**What needs to be done:**
Report back every line in the data that includes the string "Sabara".

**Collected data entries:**
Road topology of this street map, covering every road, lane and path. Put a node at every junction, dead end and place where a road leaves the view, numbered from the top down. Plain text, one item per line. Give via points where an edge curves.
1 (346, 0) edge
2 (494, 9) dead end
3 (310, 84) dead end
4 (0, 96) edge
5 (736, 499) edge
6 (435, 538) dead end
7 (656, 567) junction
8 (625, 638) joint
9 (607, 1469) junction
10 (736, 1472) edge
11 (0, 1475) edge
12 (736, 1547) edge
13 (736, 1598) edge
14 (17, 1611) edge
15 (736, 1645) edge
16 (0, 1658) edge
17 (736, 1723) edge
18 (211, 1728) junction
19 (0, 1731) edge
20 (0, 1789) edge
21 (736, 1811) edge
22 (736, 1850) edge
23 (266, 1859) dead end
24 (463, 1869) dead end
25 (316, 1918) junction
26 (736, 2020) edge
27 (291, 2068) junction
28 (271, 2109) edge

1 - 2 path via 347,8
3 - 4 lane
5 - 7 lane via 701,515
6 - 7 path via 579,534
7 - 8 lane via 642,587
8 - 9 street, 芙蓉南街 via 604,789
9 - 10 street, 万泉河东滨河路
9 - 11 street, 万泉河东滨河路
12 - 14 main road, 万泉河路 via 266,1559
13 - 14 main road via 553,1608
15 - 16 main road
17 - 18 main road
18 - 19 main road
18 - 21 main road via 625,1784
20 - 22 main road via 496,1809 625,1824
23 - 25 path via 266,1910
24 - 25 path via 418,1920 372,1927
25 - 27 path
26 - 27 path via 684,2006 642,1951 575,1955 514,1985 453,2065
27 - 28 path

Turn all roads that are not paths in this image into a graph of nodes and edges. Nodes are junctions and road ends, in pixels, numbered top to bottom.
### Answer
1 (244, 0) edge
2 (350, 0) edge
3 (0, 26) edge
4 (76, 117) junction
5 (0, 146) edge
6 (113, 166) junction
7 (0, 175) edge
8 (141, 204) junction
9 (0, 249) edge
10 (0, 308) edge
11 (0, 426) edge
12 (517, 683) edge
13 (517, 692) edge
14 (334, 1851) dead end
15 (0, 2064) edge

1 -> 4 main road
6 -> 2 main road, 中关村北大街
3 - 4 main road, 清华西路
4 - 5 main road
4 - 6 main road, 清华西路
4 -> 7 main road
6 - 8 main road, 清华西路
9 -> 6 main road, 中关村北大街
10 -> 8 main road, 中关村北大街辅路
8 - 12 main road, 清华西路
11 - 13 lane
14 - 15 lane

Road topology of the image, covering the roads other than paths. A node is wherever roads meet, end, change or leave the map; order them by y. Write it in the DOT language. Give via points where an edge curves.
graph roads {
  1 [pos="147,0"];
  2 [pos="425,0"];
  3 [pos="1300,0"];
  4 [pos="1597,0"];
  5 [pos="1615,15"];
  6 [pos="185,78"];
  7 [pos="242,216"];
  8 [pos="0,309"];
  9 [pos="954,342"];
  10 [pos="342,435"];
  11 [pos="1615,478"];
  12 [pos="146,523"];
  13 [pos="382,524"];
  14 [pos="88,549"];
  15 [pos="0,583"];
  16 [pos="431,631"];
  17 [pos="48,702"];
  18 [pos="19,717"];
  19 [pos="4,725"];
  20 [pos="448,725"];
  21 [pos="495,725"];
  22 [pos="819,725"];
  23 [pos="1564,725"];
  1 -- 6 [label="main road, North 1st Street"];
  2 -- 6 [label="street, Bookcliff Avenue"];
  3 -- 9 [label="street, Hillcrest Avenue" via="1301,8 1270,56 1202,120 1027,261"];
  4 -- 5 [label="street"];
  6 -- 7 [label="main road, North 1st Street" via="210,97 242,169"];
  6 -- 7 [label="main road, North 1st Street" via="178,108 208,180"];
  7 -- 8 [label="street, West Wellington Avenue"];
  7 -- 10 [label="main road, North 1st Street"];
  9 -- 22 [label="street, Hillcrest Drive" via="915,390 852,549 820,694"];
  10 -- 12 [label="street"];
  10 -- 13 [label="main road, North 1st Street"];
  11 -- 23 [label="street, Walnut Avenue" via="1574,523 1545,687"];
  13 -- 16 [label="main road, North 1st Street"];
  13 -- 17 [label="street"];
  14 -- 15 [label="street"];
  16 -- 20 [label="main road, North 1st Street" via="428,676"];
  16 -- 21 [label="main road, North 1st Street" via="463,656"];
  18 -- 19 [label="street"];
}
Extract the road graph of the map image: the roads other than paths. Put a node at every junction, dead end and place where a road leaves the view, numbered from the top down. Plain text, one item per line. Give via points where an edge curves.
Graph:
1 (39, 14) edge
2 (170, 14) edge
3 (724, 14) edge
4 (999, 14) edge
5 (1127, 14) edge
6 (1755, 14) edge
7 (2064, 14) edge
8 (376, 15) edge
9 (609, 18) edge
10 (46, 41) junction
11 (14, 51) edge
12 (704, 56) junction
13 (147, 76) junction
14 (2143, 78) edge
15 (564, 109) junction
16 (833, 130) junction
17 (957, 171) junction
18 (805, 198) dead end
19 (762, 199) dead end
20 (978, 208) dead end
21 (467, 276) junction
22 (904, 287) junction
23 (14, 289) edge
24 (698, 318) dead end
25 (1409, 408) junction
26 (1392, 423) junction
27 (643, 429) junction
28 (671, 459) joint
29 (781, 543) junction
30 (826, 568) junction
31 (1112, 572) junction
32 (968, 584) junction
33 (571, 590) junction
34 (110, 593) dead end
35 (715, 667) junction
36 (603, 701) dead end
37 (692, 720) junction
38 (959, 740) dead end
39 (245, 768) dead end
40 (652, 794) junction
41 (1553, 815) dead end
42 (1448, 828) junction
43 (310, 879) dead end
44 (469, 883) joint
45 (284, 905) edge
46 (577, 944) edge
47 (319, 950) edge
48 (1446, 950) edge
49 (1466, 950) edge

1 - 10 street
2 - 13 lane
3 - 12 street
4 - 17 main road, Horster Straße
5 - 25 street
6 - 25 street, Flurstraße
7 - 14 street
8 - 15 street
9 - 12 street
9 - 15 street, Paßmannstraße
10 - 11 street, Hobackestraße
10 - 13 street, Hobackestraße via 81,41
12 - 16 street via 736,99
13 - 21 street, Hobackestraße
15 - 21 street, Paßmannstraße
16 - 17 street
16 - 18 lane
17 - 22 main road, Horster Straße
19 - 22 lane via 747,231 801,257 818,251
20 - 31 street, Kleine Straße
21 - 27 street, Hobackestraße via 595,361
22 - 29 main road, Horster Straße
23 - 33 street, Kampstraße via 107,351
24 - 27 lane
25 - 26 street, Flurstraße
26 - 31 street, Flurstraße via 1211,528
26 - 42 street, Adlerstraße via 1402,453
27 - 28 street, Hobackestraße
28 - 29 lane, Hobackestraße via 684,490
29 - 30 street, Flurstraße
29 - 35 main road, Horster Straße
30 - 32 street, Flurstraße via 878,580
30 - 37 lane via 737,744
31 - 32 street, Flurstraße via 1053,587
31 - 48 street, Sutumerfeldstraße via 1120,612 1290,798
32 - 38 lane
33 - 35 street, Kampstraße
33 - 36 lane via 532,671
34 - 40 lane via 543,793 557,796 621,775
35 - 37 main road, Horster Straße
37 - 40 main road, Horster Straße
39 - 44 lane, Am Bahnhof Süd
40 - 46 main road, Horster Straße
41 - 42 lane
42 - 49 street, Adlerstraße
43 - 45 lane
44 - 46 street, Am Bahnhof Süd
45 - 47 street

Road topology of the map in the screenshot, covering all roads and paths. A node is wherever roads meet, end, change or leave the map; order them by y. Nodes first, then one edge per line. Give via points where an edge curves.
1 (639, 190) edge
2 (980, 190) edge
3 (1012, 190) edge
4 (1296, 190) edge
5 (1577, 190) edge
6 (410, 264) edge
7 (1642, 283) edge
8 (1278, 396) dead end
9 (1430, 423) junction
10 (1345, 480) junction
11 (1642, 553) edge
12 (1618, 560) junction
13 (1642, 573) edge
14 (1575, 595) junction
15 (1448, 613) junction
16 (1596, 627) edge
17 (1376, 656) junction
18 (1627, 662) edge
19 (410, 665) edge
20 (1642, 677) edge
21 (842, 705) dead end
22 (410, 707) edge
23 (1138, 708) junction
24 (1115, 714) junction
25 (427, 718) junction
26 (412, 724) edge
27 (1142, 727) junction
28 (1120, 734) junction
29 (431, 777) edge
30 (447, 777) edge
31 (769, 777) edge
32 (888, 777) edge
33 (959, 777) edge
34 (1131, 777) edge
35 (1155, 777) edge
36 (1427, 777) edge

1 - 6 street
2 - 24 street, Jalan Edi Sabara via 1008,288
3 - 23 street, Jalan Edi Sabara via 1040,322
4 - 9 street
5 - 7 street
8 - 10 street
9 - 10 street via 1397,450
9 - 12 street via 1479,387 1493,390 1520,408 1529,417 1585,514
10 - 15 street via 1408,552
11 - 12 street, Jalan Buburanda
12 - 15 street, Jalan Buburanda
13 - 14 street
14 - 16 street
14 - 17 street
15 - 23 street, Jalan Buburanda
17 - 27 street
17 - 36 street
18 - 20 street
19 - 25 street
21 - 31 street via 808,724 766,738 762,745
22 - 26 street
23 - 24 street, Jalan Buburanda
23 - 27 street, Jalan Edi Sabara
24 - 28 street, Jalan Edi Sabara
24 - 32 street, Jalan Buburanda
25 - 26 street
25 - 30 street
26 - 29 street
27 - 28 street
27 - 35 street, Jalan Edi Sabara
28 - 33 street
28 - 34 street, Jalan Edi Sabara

**Exercise response:**
2 - 24 street, Jalan Edi Sabara via 1008,288
3 - 23 street, Jalan Edi Sabara via 1040,322
23 - 27 street, Jalan Edi Sabara
24 - 28 street, Jalan Edi Sabara
27 - 35 street, Jalan Edi Sabara
28 - 34 street, Jalan Edi Sabara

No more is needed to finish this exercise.